-------- MATERIAL PROVIDED
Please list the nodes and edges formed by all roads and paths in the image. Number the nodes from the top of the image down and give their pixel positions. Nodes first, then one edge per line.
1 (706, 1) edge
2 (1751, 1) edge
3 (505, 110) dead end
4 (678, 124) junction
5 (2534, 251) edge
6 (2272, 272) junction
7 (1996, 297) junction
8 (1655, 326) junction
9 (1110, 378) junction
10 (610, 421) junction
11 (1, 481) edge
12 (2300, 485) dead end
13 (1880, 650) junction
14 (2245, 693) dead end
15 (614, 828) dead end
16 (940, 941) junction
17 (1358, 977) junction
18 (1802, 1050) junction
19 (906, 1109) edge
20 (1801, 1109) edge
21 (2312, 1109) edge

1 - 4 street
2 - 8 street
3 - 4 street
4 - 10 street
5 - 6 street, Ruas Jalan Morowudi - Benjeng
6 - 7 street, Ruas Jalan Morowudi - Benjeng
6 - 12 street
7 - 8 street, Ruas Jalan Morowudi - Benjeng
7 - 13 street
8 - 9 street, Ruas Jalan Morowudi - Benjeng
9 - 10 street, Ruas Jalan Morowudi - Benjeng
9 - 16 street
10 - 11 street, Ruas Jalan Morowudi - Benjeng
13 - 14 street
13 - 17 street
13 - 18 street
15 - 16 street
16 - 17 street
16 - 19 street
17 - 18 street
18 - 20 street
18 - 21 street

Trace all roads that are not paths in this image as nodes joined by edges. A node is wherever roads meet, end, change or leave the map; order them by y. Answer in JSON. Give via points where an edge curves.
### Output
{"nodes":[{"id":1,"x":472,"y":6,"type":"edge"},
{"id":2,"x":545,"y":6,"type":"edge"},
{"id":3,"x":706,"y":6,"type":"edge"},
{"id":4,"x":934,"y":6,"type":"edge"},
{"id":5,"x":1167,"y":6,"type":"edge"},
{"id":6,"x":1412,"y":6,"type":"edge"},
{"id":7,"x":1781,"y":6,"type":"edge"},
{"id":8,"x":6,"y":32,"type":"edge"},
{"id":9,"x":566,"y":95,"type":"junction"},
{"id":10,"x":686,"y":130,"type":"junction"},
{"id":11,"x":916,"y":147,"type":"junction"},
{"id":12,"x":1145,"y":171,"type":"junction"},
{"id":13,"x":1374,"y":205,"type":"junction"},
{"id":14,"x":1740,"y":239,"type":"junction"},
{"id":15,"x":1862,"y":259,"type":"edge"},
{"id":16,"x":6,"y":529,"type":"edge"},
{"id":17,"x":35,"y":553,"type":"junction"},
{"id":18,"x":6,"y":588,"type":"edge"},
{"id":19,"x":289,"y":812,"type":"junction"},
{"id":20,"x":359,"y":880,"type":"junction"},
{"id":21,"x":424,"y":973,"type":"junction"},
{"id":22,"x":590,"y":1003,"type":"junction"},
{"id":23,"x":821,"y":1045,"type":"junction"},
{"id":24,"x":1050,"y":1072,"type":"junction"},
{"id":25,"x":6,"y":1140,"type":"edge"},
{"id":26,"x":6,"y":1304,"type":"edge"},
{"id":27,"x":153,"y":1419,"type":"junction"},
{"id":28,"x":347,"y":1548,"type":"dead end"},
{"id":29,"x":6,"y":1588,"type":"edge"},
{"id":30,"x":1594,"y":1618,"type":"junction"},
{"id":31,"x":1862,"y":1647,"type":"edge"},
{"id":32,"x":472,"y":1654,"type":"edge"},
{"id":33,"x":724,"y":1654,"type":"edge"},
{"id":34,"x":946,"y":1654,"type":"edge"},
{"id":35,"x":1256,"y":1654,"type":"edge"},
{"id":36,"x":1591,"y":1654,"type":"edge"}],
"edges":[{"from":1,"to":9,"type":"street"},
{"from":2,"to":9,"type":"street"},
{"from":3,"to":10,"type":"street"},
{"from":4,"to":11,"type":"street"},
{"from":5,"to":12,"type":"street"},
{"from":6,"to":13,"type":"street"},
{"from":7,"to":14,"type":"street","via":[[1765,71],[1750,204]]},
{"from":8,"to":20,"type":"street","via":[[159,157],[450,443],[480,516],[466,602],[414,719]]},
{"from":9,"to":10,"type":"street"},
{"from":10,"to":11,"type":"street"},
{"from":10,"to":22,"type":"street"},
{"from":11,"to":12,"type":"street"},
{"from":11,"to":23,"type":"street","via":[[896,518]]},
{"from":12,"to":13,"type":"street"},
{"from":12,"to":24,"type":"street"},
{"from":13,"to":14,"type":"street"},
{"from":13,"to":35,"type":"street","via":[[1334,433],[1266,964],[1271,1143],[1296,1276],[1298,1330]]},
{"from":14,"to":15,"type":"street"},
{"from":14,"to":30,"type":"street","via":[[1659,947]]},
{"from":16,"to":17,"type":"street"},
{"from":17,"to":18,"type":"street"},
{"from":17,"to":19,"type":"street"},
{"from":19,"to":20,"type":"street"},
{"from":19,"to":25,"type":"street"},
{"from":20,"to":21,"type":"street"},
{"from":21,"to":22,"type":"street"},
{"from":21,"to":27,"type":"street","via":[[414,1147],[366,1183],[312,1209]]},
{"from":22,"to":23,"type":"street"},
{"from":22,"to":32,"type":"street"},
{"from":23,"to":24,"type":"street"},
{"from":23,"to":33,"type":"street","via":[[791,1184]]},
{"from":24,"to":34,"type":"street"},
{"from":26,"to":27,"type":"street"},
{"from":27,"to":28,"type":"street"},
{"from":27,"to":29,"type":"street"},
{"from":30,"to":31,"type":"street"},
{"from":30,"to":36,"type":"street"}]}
----------------
ASSIGNMENT:
Say how many lines in the data hold the string "Morowudi". No other content should accompany the number.

YOUR RESPONSE:
6